I’ve just deleted my Facebook account, and it’s so very liberating to have dispensed with all that vacuous nonsense.
I was an early adopter, signing up just out of curiosity when it was it in its infancy, then leaving it dormant because I didn’t really know what it was for.
Then it hit the big time, and very soon I found myself with a whole roster of new ‘friends.’
Sometimes I thought it was good: old acquaintances in other countries found me and we would exchange messages. Family members too could keep in touch.
But very soon I found myself pressured into accepting friend requests out of political expediency from people at work I dislike.
Then people from school who I didn’t really know would appear, and I would casually (and foolishly) accept them. Likewise large numbers of my students. The vast majority of both types would submit friend requests, only to never engage in a single word of communication once connected. Why did they bother, if they didn’t want to get in touch?
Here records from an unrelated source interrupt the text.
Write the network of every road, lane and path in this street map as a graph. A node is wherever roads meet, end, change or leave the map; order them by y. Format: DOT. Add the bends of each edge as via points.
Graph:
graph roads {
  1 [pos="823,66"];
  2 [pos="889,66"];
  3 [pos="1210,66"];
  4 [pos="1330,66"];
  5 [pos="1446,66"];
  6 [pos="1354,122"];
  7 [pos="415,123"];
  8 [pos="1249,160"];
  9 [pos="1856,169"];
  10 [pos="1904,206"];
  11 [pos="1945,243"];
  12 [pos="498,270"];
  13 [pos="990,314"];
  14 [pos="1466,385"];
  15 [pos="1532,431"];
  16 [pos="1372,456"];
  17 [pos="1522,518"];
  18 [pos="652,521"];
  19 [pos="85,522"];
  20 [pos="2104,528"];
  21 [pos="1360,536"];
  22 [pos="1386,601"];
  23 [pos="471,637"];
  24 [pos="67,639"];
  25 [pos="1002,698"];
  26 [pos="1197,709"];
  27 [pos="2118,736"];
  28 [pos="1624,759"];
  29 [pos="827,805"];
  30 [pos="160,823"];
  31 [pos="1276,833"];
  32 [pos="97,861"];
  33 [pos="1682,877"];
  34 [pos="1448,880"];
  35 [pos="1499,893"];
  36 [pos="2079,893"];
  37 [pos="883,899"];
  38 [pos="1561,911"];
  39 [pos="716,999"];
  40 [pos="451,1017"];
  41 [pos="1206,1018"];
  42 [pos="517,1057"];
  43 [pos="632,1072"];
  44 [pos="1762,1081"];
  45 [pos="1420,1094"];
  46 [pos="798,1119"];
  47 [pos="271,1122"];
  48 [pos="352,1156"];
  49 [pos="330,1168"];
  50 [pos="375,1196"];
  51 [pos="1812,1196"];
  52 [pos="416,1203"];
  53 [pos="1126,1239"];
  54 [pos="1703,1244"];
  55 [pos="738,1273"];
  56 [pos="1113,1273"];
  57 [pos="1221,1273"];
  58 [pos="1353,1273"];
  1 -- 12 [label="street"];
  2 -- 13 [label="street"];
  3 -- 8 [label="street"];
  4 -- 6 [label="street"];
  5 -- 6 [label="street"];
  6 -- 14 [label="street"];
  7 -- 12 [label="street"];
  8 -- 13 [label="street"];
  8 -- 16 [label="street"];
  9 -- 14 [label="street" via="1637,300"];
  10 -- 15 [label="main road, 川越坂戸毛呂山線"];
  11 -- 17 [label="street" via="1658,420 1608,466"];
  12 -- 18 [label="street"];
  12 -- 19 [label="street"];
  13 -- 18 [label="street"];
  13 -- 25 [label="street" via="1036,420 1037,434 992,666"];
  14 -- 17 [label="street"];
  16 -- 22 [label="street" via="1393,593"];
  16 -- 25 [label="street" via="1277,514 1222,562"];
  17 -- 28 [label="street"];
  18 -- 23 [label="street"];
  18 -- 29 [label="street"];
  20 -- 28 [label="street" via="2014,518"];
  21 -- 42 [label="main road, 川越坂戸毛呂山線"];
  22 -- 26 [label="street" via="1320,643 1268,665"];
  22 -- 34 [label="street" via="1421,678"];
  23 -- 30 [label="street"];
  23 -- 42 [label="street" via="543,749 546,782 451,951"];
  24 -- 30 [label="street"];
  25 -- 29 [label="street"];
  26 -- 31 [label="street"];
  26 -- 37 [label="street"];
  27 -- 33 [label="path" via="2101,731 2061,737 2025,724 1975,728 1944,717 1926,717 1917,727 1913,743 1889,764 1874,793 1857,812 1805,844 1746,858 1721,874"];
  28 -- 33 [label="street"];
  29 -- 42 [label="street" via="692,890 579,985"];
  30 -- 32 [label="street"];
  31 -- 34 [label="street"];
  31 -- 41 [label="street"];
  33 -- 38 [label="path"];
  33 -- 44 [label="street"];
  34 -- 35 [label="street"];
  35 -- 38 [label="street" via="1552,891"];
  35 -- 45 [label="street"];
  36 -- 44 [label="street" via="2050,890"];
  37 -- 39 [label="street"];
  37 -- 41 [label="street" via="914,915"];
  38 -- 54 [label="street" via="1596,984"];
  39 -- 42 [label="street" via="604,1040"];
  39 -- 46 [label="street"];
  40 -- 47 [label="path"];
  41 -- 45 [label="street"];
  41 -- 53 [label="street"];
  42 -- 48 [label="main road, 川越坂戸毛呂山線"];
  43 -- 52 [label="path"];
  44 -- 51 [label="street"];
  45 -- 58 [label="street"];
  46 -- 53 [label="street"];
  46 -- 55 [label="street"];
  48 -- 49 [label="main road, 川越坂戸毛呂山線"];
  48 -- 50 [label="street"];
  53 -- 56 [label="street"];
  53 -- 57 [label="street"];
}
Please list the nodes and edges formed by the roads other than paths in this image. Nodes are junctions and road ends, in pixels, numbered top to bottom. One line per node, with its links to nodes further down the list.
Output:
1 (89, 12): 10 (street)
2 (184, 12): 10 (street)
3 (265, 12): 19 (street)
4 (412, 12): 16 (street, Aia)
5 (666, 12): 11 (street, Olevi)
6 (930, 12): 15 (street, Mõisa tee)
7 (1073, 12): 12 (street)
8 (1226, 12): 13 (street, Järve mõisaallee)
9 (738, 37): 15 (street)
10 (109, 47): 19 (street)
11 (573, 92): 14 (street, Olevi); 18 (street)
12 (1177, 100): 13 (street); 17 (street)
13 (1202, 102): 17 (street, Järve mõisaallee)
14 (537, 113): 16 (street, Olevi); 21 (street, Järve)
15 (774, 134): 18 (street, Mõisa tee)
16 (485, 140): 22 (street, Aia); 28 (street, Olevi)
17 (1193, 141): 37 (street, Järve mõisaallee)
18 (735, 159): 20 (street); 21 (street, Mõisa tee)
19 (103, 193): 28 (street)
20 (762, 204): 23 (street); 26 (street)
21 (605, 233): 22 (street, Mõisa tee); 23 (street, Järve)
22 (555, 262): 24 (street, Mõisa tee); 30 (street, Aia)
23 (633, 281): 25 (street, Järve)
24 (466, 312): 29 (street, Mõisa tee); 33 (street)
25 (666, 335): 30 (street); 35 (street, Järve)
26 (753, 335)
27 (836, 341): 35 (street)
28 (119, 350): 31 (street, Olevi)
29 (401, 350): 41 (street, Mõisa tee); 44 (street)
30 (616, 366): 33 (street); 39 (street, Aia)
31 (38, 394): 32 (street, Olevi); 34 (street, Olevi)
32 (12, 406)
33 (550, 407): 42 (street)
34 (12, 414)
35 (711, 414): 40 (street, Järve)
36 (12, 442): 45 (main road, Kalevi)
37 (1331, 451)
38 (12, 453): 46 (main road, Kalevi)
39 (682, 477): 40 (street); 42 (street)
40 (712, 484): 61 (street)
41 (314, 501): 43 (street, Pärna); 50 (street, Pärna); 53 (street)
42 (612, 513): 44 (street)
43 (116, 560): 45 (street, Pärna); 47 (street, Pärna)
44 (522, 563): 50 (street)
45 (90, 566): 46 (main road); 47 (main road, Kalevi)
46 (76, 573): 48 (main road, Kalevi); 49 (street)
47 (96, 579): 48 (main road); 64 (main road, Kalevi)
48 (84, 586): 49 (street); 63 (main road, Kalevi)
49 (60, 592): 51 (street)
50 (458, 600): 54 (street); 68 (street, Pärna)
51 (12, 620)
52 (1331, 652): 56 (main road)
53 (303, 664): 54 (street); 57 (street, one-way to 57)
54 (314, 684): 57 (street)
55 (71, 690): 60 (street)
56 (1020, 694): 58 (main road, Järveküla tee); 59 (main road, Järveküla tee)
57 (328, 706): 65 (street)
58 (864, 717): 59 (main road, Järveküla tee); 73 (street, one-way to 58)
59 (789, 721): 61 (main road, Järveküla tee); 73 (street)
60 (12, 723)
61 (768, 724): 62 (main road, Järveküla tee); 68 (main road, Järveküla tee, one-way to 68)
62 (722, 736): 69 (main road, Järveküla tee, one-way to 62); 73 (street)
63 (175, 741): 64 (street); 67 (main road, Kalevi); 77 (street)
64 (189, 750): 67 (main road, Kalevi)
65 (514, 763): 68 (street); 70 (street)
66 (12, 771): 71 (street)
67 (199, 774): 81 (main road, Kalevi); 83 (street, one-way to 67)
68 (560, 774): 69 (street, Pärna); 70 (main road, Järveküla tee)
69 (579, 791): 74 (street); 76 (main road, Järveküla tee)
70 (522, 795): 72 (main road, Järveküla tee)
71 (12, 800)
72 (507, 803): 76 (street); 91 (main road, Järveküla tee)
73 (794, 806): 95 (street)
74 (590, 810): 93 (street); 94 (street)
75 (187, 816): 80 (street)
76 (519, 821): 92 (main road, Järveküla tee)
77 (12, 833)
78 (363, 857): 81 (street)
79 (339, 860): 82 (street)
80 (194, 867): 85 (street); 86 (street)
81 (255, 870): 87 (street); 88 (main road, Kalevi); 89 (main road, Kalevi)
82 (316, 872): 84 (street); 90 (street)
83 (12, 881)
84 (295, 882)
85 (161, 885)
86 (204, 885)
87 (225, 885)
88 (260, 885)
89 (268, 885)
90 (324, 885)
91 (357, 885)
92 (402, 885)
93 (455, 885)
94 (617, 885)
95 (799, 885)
Far from facilitating interaction, then, Facebook has proved to be an exercise in futility.
I’ve no desire to post anything on my ‘wall,’ since I’m effectively muzzled by the nature of the people in my friends list, and would never ‘share’ anything even remotely personal. Similarly, I have little interest in the meaningless drivel posted by others.
So, what is the point of Facebook?
I have never met or got to know anyone new there.
I’ve had next to no meaningful interaction with my family or ‘friends.’
I don’t need it as a platform for my ideas and thoughts, since I have two websites and two blogs for that.
Even if faced with loneliness, these are no substitute for real face-to-face human interaction.
I would have got rid of this shallow and superficial all-pervasive monster long ago, but I kept thinking ‘what if someone wanted to find me, what if friends want to send a message – shouldn’t I just leave it open for that?’
Now, I realise, this is unnecessary.
If anyone wants to get in touch with me, there’s this thing called email. It’s private. It’s easy to use. My friends and family have this channel already.
Likewise, if someone else wants to find me, an internet search will work wonders.
Being part of Facebook is not only a pointless waste of time, it’s allowing yourself to be sucked into the paranoid creation of some dysfunctional megalomaniacs.
Think this is an exaggeration? See what happens when you try to leave.
First, try to find the ‘deactivate’ button buried somewhere in your settings menu.
You might assume that pressing this leads to your account (and all of your personal data) being deleted, but oh no.
You are transported to a page where Facebook tries to emotionally blackmail you. Almost unbelievably, a selection of your friend’s images are displayed, together with a message that they will miss you if you leave.
One might be tempted into thinking this was a joke, but no: despite having five hundred million souls signed up, they can’t bear it if just one slips away, and they’ll do anything to keep you there.
So, assuming the blackmail doesn’t work, and you decide to go anyway, you then make the astounding discovery that ‘deactivating’ your account doesn’t mean ‘deleting’ it at all.
Facebook wants to make it as difficult as possible for you to leave, and thus ‘deactivation’ just means that while your mugshot and profile are removed from the public gaze, all of your photos and data are stored away somewhere so that you can revive your account any time by just logging in again.
That’s right, they’re going to keep your stuff for you just in case you ‘change your mind.’
To really shut down your account you’re going to have to work a little harder : there’s no button for this – you actually have to submit a request, and even then they don’t immediately shut things down – they wait two weeks, in case you have ‘second thoughts’ about your rash and unreasonable desire to regain control of your privacy and start communicating with people the good old fashioned way, by using your vocal chords and looking into their eyes.